At this stage, you can change the specifications of the analysis, e.g., the sampling technique to be used for dividing the data into train and test samples, the SVM and kernel types, etc. Note that some of these analysis settings are not available until the variables are selected. It is recommended that you always provide a test sample as an independent check on the model performance. The Divide data into train and test samples check box and the Use random sampling option button are selected by default on the Sampling tab.

Note. If your data set is particularly small, the finite data size effect might be large enough, which can render the SVM algorithm from obtaining a good estimate of the model parameters (such as capacity and epsilon). In circumstances such as this, you can resort to the cross-validation method for, generally speaking, obtaining more reliable estimates of these parameters.

One thing you may have noticed by now is the difference between the typical values of the independent variables. This may be counter productive when constructing a good SVM regression model. To alleviate this problem you may want to rescale your variables to lay in the range 0 to 1. This will ensure that all variables are treated on the same scale. To do this, display the Training tab and select the Scale continuous independent variable(s) and Scale continuous dependent variable check boxes.

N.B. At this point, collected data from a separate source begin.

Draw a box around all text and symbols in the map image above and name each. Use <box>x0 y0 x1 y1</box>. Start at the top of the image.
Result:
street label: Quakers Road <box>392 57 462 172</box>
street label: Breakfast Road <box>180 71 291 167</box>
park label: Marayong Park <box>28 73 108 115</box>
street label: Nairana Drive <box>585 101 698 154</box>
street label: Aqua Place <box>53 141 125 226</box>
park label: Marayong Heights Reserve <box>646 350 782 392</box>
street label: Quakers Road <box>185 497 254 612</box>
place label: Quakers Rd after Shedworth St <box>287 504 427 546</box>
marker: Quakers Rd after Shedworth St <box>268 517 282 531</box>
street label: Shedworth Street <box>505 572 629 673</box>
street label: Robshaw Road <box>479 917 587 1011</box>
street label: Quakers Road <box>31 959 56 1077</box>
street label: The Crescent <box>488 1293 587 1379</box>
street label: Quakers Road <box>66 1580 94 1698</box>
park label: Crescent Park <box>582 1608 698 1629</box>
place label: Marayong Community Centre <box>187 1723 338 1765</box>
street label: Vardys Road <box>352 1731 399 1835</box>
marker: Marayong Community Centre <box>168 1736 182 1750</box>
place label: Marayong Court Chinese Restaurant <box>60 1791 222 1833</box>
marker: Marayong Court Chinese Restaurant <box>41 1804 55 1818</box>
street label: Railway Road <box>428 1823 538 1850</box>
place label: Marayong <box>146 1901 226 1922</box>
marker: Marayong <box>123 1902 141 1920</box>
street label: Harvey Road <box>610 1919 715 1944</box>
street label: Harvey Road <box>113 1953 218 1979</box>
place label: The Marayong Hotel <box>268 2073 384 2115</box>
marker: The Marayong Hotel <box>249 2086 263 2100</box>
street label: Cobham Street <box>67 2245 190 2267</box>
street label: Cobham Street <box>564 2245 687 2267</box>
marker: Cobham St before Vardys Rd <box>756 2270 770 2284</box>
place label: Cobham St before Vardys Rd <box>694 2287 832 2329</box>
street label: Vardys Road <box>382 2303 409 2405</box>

Leaving the rest of the options at the default settings, click the OK button. This will initiate SVM training (model fitting) which is carried out in two stages. In the first stage, a search is made for estimates of capacity and epsilon that achieve the lowest regression error. In the second phase of training, the estimated value of capacity and epsilon are used to train an SVM model using the entire training sample.

When training is complete, the Support Vector Machine Results dialog is displayed.

Reviewing results
From the Results dialog, you can specify to review the results in the form of spreadsheets, reports, and/or graphs.

In the Summary box at the top of the Results dialog are specifications of the SVM model, including the number of support vectors and their types, and the kernels and their parameter(s). Also displayed are other specifications made in the Support Vector Machines dialog, shown here for your reference, including the dependent and independent variable list, and the value of the training constants (capacity, epsilon, and nu). Also listed are the cross-validation results (when applicable) as well as regression statistics for training, test, and overall samples such as mean error squared, standard deviation ratio, and correlation coefficients.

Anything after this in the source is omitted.